-- Available records follows --

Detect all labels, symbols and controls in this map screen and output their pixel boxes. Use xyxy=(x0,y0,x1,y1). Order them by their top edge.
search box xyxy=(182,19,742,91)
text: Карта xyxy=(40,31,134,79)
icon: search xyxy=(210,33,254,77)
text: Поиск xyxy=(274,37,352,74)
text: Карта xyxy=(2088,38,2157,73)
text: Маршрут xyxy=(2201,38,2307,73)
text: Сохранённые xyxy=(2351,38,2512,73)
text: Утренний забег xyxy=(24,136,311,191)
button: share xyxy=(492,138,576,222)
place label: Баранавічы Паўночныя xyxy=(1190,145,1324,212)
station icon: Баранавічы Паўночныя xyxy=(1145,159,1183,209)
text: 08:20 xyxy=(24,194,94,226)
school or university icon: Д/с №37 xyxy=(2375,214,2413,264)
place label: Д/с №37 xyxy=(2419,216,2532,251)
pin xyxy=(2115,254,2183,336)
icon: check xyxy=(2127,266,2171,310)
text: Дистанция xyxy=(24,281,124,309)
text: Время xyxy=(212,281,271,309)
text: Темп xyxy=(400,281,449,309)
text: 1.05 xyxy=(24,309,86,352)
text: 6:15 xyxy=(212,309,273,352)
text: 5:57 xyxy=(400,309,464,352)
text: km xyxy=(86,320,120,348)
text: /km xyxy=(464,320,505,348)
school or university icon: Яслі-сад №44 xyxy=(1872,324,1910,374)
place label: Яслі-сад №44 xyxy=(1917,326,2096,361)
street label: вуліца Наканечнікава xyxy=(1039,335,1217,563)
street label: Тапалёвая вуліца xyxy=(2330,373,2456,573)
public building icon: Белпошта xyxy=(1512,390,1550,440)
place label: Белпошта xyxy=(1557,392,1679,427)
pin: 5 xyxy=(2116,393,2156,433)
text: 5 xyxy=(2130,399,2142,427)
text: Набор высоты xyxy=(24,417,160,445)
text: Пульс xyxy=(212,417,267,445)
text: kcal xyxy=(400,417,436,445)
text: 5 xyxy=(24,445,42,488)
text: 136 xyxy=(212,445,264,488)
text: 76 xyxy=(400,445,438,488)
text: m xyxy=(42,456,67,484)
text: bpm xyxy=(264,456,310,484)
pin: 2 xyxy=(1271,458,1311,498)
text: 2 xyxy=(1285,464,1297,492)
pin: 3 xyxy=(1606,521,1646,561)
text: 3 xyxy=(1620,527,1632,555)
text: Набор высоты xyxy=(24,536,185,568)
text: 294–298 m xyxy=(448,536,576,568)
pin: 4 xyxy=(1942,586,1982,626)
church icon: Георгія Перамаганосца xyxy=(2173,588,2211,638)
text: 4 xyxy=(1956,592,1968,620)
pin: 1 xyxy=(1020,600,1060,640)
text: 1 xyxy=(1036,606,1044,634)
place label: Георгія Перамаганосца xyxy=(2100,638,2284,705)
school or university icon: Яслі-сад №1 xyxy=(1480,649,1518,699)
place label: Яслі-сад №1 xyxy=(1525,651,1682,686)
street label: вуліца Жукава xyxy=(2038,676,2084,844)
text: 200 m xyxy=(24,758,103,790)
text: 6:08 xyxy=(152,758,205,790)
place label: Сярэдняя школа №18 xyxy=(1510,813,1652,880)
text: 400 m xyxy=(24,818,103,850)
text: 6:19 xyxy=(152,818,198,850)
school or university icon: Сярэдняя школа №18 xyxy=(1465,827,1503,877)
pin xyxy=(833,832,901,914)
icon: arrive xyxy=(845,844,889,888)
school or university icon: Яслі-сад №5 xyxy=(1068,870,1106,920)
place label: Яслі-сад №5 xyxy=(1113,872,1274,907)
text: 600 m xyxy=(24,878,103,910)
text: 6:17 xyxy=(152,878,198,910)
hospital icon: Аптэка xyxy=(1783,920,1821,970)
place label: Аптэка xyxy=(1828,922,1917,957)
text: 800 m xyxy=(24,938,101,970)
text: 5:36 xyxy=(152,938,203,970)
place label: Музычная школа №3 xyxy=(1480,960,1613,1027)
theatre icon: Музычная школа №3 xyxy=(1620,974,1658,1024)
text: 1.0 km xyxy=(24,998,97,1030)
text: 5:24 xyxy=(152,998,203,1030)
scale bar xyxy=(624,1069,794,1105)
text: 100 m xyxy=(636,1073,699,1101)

-- Available records concluded --

● **Task directions**:
The answer must be every entry, reproduced exactly.

● **Problem solution**:
Detect all labels, symbols and controls in this map screen and output their pixel boxes. Use xyxy=(x0,y0,x1,y1). Order them by their top edge.
search box xyxy=(182,19,742,91)
text: Карта xyxy=(40,31,134,79)
icon: search xyxy=(210,33,254,77)
text: Поиск xyxy=(274,37,352,74)
text: Карта xyxy=(2088,38,2157,73)
text: Маршрут xyxy=(2201,38,2307,73)
text: Сохранённые xyxy=(2351,38,2512,73)
text: Утренний забег xyxy=(24,136,311,191)
button: share xyxy=(492,138,576,222)
place label: Баранавічы Паўночныя xyxy=(1190,145,1324,212)
station icon: Баранавічы Паўночныя xyxy=(1145,159,1183,209)
text: 08:20 xyxy=(24,194,94,226)
school or university icon: Д/с №37 xyxy=(2375,214,2413,264)
place label: Д/с №37 xyxy=(2419,216,2532,251)
pin xyxy=(2115,254,2183,336)
icon: check xyxy=(2127,266,2171,310)
text: Дистанция xyxy=(24,281,124,309)
text: Время xyxy=(212,281,271,309)
text: Темп xyxy=(400,281,449,309)
text: 1.05 xyxy=(24,309,86,352)
text: 6:15 xyxy=(212,309,273,352)
text: 5:57 xyxy=(400,309,464,352)
text: km xyxy=(86,320,120,348)
text: /km xyxy=(464,320,505,348)
school or university icon: Яслі-сад №44 xyxy=(1872,324,1910,374)
place label: Яслі-сад №44 xyxy=(1917,326,2096,361)
street label: вуліца Наканечнікава xyxy=(1039,335,1217,563)
street label: Тапалёвая вуліца xyxy=(2330,373,2456,573)
public building icon: Белпошта xyxy=(1512,390,1550,440)
place label: Белпошта xyxy=(1557,392,1679,427)
pin: 5 xyxy=(2116,393,2156,433)
text: 5 xyxy=(2130,399,2142,427)
text: Набор высоты xyxy=(24,417,160,445)
text: Пульс xyxy=(212,417,267,445)
text: kcal xyxy=(400,417,436,445)
text: 5 xyxy=(24,445,42,488)
text: 136 xyxy=(212,445,264,488)
text: 76 xyxy=(400,445,438,488)
text: m xyxy=(42,456,67,484)
text: bpm xyxy=(264,456,310,484)
pin: 2 xyxy=(1271,458,1311,498)
text: 2 xyxy=(1285,464,1297,492)
pin: 3 xyxy=(1606,521,1646,561)
text: 3 xyxy=(1620,527,1632,555)
text: Набор высоты xyxy=(24,536,185,568)
text: 294–298 m xyxy=(448,536,576,568)
pin: 4 xyxy=(1942,586,1982,626)
church icon: Георгія Перамаганосца xyxy=(2173,588,2211,638)
text: 4 xyxy=(1956,592,1968,620)
pin: 1 xyxy=(1020,600,1060,640)
text: 1 xyxy=(1036,606,1044,634)
place label: Георгія Перамаганосца xyxy=(2100,638,2284,705)
school or university icon: Яслі-сад №1 xyxy=(1480,649,1518,699)
place label: Яслі-сад №1 xyxy=(1525,651,1682,686)
street label: вуліца Жукава xyxy=(2038,676,2084,844)
text: 200 m xyxy=(24,758,103,790)
text: 6:08 xyxy=(152,758,205,790)
place label: Сярэдняя школа №18 xyxy=(1510,813,1652,880)
text: 400 m xyxy=(24,818,103,850)
text: 6:19 xyxy=(152,818,198,850)
school or university icon: Сярэдняя школа №18 xyxy=(1465,827,1503,877)
pin xyxy=(833,832,901,914)
icon: arrive xyxy=(845,844,889,888)
school or university icon: Яслі-сад №5 xyxy=(1068,870,1106,920)
place label: Яслі-сад №5 xyxy=(1113,872,1274,907)
text: 600 m xyxy=(24,878,103,910)
text: 6:17 xyxy=(152,878,198,910)
hospital icon: Аптэка xyxy=(1783,920,1821,970)
place label: Аптэка xyxy=(1828,922,1917,957)
text: 800 m xyxy=(24,938,101,970)
text: 5:36 xyxy=(152,938,203,970)
place label: Музычная школа №3 xyxy=(1480,960,1613,1027)
theatre icon: Музычная школа №3 xyxy=(1620,974,1658,1024)
text: 1.0 km xyxy=(24,998,97,1030)
text: 5:24 xyxy=(152,998,203,1030)
scale bar xyxy=(624,1069,794,1105)
text: 100 m xyxy=(636,1073,699,1101)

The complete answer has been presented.